Did you get blood test from a lab? Including full panel Thyroid, vitamin D and DHT to understand if the "sudden" hair loss is Androgenetic Alopecia or something else? If you Doctor didn't check you for blood levels that matter to hair growth and loss, he is an incompetent as he sounds.
the money is (appropriately) with cancer research. The good news is that some of the cancer treatments can be exploited for hair loss (as long as we tolerate the sides.) However people dying of cancer and using Daro, Enza, Fina don't get checked for hair regrowth since the life extension expectation is 6 months. Hair cloning is definitely the way to go as it won't require us to know the details on Androgenetic Alopecia if we have hair that resist it. Hair cloning still presents dangers though. And cloning an organ is not exactly something I would call simple. So why are we still hoping this will happen in our life time?
cloning an organ is actually a lot simpler than you might think. you are not actually engineering all of the cells types yourself, you look at what happened during organogensis in the embryo and then you try to recreate this occurence, the cells are doibg the differentiation and migration signaling for you and you do not really have to understans what is going on
e. g we know hair follicles and other appendeges ariae from an interaction between epithel and mesynchime later being undifferentiated connecgive tissue in embrios. and thats exactly the approach of tsuji basifally. takeDP cells, populate them combine them with epithelial cells then you have an organoid ams then you implant it. it works because we have seen human hairs frowing on mice with transplanted human skin
now are there issues with it? surely but nothing thaz could not be ironed out durinf "our lifetime" are you kidding me?

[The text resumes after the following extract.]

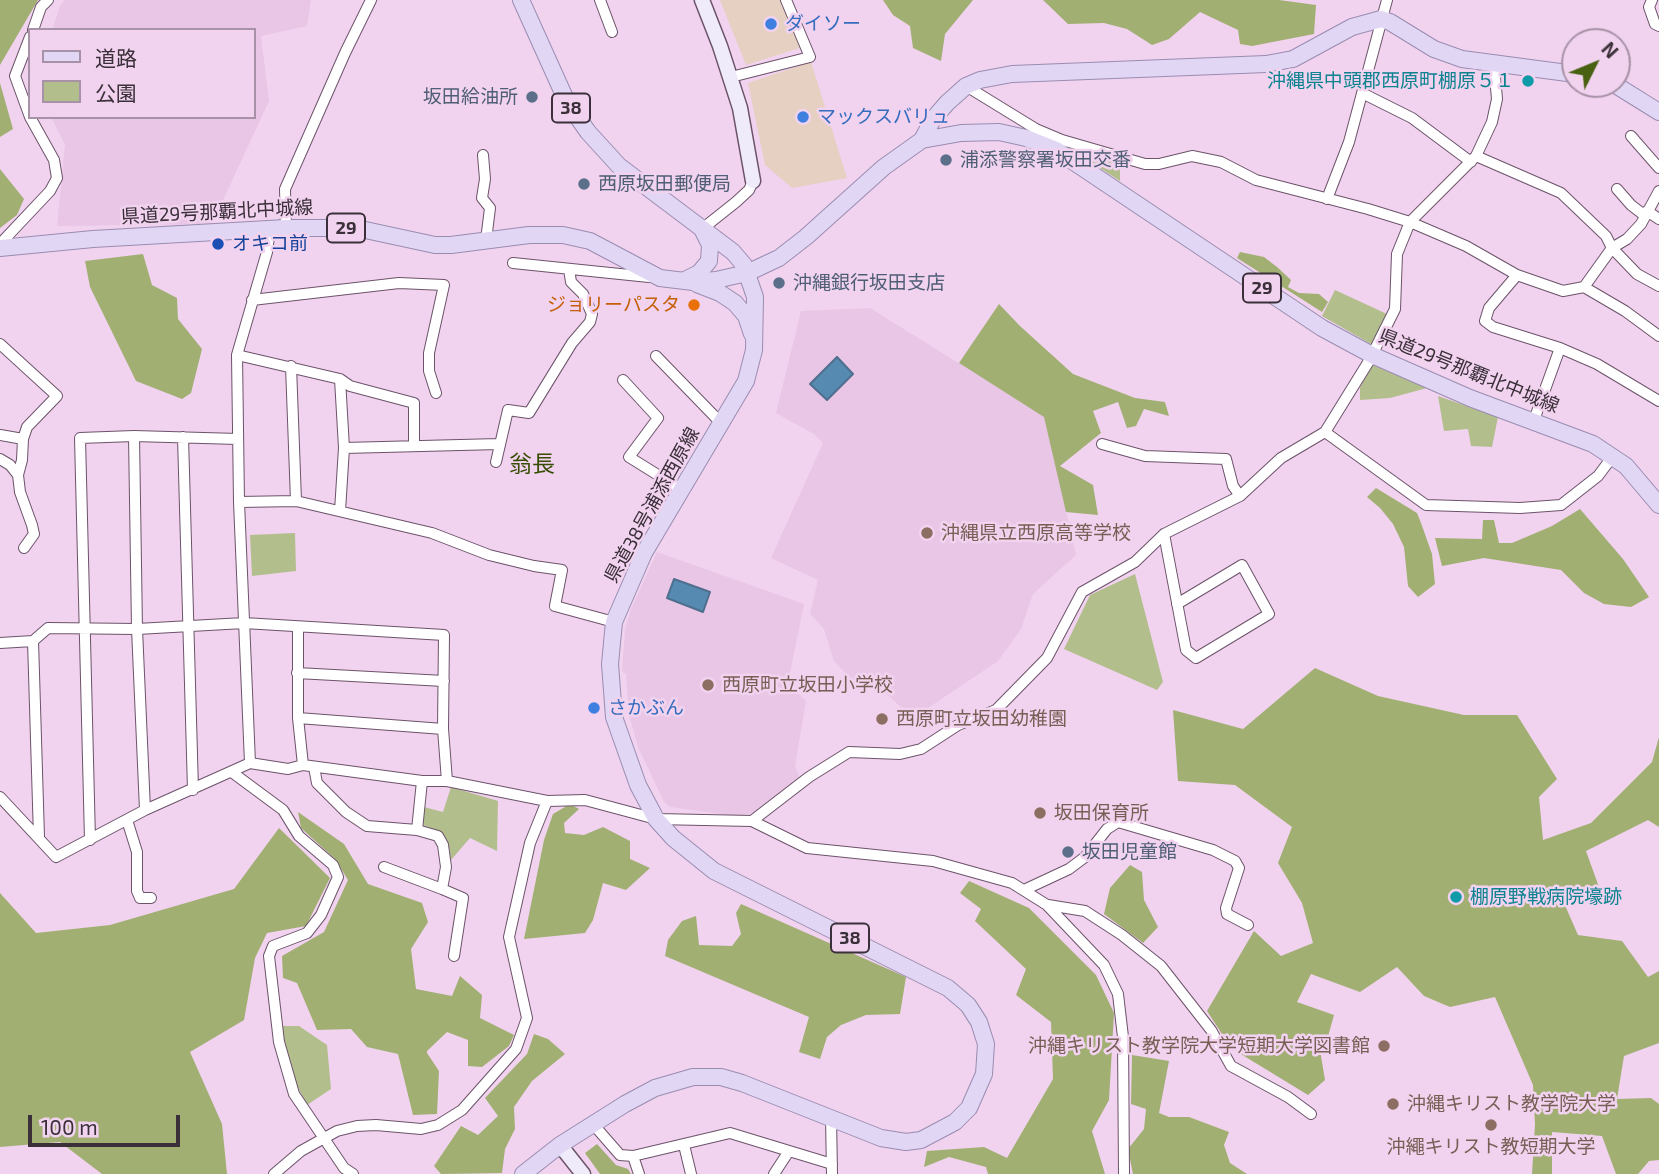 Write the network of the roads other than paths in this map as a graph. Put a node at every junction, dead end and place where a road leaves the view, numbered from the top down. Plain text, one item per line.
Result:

if it were not for funding i am aost certain hair cloning would be in human clinical trials like now one way or the other.
10 years ago nobody knew of induced pluripotent szem cells, nobody knew about all this 20 years ago at all. haircloning will obviously happen, not because there is a need for it or an incentive but because there is a need and incentive for things that are harder than hair cloning like regenerating a spinal cord or a liver or cloning a human heart. the tech developed will easily accomplish applying this to hair. i mean there is a very discrete number of issues that stemson still needs to solve but they are quite far, inductivity was an issue, that is solved, cyclinf was an issue, that is solved, now mass production with iPC is still an issue as well as getting the exact right epiginetic type for the cells so they for example will not be androgen sensitive.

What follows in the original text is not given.